What is index cardinality?

🟢 Junior Level

Cardinality is the number of unique values in a column of a table.

Why this matters: PostgreSQL’s query planner uses cardinality to decide whether to use an index or read the entire table. High cardinality = many unique values = the index is efficient. Low cardinality = few unique values = Seq Scan will likely be faster than an index.

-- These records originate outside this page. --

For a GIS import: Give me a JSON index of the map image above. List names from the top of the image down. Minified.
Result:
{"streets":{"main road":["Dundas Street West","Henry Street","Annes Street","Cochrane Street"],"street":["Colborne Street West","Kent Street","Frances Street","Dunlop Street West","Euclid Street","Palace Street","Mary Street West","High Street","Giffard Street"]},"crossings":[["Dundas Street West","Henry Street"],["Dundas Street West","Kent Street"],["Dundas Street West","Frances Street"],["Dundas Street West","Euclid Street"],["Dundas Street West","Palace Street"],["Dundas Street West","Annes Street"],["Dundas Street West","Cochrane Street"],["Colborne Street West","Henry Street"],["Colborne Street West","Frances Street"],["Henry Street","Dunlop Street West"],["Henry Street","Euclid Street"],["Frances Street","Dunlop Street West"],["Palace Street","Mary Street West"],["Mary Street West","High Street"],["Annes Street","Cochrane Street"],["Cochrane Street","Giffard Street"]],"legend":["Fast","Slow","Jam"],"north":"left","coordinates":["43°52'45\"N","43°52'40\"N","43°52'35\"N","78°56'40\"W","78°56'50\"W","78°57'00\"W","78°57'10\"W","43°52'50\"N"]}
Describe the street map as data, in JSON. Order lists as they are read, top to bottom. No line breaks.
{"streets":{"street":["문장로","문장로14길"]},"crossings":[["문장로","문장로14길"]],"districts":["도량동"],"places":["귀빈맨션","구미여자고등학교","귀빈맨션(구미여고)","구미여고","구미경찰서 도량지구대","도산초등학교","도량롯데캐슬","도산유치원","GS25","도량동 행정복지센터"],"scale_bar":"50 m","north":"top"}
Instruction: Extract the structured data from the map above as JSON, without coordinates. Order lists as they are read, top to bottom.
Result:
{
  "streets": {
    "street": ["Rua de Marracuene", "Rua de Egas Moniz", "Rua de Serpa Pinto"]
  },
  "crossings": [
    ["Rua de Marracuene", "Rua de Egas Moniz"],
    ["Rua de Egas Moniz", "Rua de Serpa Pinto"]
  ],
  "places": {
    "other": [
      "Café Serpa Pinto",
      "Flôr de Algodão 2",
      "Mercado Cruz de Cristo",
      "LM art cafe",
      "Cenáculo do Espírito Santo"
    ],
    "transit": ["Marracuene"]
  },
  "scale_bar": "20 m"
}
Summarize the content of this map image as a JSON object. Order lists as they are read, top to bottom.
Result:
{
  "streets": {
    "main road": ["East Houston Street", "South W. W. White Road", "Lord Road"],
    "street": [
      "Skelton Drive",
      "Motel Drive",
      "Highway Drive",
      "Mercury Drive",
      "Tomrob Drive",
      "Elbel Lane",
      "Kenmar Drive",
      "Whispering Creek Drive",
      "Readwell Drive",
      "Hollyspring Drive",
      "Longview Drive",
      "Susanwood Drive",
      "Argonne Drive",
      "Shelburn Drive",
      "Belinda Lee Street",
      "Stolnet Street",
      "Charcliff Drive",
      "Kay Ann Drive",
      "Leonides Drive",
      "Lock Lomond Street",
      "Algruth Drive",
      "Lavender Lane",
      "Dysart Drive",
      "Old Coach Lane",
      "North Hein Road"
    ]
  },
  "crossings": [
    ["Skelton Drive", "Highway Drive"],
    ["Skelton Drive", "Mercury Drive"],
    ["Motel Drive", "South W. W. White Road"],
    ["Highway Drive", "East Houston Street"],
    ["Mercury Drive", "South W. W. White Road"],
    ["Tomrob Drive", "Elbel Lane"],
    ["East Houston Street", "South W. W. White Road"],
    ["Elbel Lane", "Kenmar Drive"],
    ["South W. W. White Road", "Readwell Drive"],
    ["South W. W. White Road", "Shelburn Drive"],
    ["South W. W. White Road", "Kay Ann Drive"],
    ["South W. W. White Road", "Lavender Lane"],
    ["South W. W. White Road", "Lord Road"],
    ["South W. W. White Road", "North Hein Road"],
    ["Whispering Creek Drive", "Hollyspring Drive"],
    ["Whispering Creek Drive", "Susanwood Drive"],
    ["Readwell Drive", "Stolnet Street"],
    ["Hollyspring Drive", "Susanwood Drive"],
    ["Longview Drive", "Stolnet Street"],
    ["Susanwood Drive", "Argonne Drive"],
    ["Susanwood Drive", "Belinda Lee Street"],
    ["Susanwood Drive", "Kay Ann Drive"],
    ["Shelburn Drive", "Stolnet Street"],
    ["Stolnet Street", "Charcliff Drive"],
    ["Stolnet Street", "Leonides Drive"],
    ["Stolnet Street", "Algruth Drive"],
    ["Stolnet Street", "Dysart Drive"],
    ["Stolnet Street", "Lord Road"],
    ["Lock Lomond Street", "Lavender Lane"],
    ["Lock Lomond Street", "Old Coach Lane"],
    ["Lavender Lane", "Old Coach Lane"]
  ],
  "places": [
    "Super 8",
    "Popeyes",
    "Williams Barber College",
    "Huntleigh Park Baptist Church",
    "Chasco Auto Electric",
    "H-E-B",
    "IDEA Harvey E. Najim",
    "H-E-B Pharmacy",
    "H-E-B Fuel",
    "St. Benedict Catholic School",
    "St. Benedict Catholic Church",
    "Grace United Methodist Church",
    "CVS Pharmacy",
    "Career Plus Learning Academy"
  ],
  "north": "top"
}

Simple analogy: Imagine a bag of marbles of different colors. Cardinality is how many different colors are in the bag (not counting how many marbles of each color).

Main idea:

High cardinality = many unique values (e.g., email)
Low cardinality = few unique values (e.g., gender: M/F)
Indexes are more effective on fields with high cardinality

Example:

-- Table users (1,000,000 rows)

-- High cardinality
SELECT COUNT(DISTINCT email) FROM users;  -- ~1,000,000 (unique)

-- Low cardinality
SELECT COUNT(DISTINCT gender) FROM users; -- 2 (M and F)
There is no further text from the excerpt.